The Scientific Revolution that took place in Europe between roughly the 16th and 18th centuries has been questioned for years for its validity in answering the statement that is its title. Sure, one could easily point out people in different parts of the world at different times who’d taken part in greater scientific discoveries, or others who’d revolutionized thought in relation to the natural sciences to a greater extent than those typically mentioned in conjunction with the Scientific Revolution. But as I would argue, and as even Professor Cohen pointed out, the Scientific Revolution was still pretty unique no matter what one may think of it, and I think that in and of itself makes it more of a standout to start.
The sum of the work of many during this time period led to a collective revolution in science and philosophy, and being that back then the two were far less distinctive than today, a revolution in thinking about the natural sciences. One example could be how we aren’t taught the thought process concerning certain movements based on the theorizing by an ancient Greek or Roman, we’re taught Newtonian physics and the mathematical approach to how and why things move. No, Newton didn’t just stumble upon such equations, but rather was probably influenced by the knowledge collected by his predecessors. But the fact that he took that thinking and brought in the element of math to answer his questions was revolutionary.
When it comes to the idea that the Scientific Revolution is undeserving in its name because other scientific discoveries were equally, or more, revolutionary than those that took place during the Scientific Revolution, I would still argue that it was the collection of this change in approach to thought during this time that rendered the name appropriate. Should it be given the high pedestal to stand on that some believe it deserves?
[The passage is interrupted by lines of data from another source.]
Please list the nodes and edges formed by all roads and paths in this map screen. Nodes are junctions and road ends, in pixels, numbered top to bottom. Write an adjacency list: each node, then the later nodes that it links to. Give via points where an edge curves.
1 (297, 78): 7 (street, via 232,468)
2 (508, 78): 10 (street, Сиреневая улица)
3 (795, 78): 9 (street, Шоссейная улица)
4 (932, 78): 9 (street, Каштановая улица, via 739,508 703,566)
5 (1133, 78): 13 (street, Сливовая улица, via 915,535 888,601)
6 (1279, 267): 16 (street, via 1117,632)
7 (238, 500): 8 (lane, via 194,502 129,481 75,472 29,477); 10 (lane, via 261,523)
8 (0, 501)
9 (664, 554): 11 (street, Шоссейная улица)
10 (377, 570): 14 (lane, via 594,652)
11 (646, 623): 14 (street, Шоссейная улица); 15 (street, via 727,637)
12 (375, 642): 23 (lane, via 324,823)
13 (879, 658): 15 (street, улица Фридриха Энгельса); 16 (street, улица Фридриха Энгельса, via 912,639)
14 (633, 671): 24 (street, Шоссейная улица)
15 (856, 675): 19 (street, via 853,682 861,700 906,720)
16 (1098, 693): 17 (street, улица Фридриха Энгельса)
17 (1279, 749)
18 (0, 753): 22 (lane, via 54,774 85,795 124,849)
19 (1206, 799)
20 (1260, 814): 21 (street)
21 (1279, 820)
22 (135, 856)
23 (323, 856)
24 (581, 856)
Probably not. But should it be downgraded simply because we know of other discoveries prior to this time period that may have been more revolutionary? I don’t think so either, because if it weren’t for the thinkers of this time who changed their approach to things in pursuit of greater knowledge, it’s possible other things following such events may have taken longer to be discovered or understood. And for that reason, I (mostly) stand with the idea that it’s acceptable that we mark this time period in history as the Scientific Revolution.